__Requirement__
Up to and including the line with "I need the junctions", please reproduce the lines below exactly, beginning with the first.

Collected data

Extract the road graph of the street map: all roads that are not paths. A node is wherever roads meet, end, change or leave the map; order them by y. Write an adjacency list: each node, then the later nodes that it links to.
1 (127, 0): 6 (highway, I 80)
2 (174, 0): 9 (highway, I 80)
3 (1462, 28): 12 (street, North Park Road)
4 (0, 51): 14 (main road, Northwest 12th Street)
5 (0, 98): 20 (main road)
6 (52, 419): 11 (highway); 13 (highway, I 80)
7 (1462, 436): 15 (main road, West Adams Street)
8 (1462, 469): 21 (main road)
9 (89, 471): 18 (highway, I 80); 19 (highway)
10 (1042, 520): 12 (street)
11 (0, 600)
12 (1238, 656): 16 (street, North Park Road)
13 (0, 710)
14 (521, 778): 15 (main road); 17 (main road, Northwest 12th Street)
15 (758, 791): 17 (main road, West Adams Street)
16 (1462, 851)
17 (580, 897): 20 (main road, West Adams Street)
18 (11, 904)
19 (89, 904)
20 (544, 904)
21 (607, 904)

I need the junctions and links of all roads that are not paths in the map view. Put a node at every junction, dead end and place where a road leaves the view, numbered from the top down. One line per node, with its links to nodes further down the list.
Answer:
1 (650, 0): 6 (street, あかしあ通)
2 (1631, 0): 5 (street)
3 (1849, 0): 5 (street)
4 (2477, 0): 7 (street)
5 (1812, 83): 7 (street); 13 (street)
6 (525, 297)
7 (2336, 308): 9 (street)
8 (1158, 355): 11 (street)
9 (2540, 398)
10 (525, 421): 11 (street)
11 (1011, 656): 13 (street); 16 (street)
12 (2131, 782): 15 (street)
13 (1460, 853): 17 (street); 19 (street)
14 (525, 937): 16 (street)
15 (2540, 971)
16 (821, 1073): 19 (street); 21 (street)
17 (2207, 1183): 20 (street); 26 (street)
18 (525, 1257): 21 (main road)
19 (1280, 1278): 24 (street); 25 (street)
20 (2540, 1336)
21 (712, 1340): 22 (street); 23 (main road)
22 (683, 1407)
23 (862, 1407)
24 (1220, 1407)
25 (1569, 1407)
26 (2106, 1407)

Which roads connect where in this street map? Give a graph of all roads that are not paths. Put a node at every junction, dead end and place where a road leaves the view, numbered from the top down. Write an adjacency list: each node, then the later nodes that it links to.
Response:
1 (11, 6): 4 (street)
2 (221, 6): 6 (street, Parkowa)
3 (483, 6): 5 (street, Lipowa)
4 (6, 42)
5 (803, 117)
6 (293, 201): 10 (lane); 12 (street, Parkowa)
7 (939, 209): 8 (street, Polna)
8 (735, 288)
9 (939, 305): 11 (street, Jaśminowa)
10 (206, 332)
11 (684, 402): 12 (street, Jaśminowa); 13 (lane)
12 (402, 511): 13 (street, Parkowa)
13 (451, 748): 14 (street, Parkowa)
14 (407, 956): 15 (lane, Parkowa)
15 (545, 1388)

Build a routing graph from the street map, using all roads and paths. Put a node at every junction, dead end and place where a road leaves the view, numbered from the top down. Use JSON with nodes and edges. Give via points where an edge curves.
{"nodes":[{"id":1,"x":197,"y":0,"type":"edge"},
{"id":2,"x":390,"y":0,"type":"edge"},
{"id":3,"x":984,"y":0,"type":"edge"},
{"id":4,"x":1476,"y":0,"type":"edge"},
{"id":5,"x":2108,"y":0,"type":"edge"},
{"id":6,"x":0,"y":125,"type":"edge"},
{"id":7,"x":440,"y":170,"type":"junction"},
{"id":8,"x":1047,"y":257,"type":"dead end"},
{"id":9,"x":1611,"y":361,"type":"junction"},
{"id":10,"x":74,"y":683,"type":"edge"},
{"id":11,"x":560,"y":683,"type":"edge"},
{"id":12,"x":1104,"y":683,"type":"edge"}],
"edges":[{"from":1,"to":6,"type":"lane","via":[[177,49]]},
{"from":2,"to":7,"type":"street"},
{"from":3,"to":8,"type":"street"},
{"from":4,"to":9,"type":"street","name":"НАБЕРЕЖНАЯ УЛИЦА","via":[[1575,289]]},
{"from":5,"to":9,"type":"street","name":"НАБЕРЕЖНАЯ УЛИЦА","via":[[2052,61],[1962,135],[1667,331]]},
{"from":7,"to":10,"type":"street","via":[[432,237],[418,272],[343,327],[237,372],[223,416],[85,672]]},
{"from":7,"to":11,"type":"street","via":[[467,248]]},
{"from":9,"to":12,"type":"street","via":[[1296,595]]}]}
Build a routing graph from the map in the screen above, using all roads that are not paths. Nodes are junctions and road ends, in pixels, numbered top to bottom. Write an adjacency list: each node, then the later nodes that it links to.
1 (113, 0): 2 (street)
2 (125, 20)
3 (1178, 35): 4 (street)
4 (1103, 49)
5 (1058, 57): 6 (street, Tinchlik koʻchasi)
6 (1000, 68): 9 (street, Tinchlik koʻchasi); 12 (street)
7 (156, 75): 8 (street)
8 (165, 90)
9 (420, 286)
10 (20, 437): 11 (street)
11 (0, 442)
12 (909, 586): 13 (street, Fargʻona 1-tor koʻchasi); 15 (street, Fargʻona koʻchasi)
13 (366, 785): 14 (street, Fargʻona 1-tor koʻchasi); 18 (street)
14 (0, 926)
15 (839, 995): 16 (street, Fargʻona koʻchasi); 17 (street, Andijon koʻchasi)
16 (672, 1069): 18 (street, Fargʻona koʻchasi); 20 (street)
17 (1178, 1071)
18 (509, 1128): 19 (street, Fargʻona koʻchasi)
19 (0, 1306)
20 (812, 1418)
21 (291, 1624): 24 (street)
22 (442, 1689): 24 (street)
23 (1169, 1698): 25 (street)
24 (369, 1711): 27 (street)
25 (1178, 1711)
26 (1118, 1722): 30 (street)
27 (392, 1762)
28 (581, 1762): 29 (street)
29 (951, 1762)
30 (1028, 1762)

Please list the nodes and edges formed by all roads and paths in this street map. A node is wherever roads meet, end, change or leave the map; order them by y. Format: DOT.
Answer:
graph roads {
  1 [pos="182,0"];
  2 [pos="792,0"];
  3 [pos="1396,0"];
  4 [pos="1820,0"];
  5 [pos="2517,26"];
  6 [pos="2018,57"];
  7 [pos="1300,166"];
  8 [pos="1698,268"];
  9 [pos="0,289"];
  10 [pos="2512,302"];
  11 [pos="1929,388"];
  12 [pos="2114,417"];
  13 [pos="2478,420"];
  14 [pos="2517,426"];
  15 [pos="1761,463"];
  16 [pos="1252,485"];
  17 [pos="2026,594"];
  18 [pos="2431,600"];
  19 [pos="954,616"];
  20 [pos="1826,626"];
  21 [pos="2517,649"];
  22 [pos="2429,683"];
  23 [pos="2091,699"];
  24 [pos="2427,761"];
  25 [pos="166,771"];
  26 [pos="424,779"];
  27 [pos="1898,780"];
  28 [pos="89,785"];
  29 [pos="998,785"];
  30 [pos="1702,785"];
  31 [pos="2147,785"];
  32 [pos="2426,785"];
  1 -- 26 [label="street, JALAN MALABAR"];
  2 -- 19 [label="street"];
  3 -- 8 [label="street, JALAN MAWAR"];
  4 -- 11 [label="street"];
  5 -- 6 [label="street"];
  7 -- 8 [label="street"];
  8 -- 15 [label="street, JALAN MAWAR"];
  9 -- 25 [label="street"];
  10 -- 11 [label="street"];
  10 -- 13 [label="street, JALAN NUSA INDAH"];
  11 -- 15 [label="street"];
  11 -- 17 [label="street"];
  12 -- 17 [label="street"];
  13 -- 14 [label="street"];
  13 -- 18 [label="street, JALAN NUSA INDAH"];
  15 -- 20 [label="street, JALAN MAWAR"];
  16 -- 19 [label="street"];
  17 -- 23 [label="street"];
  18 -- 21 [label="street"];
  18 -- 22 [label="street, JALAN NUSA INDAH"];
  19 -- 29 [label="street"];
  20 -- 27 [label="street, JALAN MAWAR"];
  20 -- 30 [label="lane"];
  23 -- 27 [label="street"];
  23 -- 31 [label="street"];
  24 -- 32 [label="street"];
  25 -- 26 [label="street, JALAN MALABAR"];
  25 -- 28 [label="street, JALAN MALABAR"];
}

__Solution to the exercise__
Extract the road graph of the street map: all roads that are not paths. A node is wherever roads meet, end, change or leave the map; order them by y. Write an adjacency list: each node, then the later nodes that it links to.
1 (127, 0): 6 (highway, I 80)
2 (174, 0): 9 (highway, I 80)
3 (1462, 28): 12 (street, North Park Road)
4 (0, 51): 14 (main road, Northwest 12th Street)
5 (0, 98): 20 (main road)
6 (52, 419): 11 (highway); 13 (highway, I 80)
7 (1462, 436): 15 (main road, West Adams Street)
8 (1462, 469): 21 (main road)
9 (89, 471): 18 (highway, I 80); 19 (highway)
10 (1042, 520): 12 (street)
11 (0, 600)
12 (1238, 656): 16 (street, North Park Road)
13 (0, 710)
14 (521, 778): 15 (main road); 17 (main road, Northwest 12th Street)
15 (758, 791): 17 (main road, West Adams Street)
16 (1462, 851)
17 (580, 897): 20 (main road, West Adams Street)
18 (11, 904)
19 (89, 904)
20 (544, 904)
21 (607, 904)

I need the junctions and links of all roads that are not paths in the map view. Put a node at every junction, dead end and place where a road leaves the view, numbered from the top down. One line per node, with its links to nodes further down the list.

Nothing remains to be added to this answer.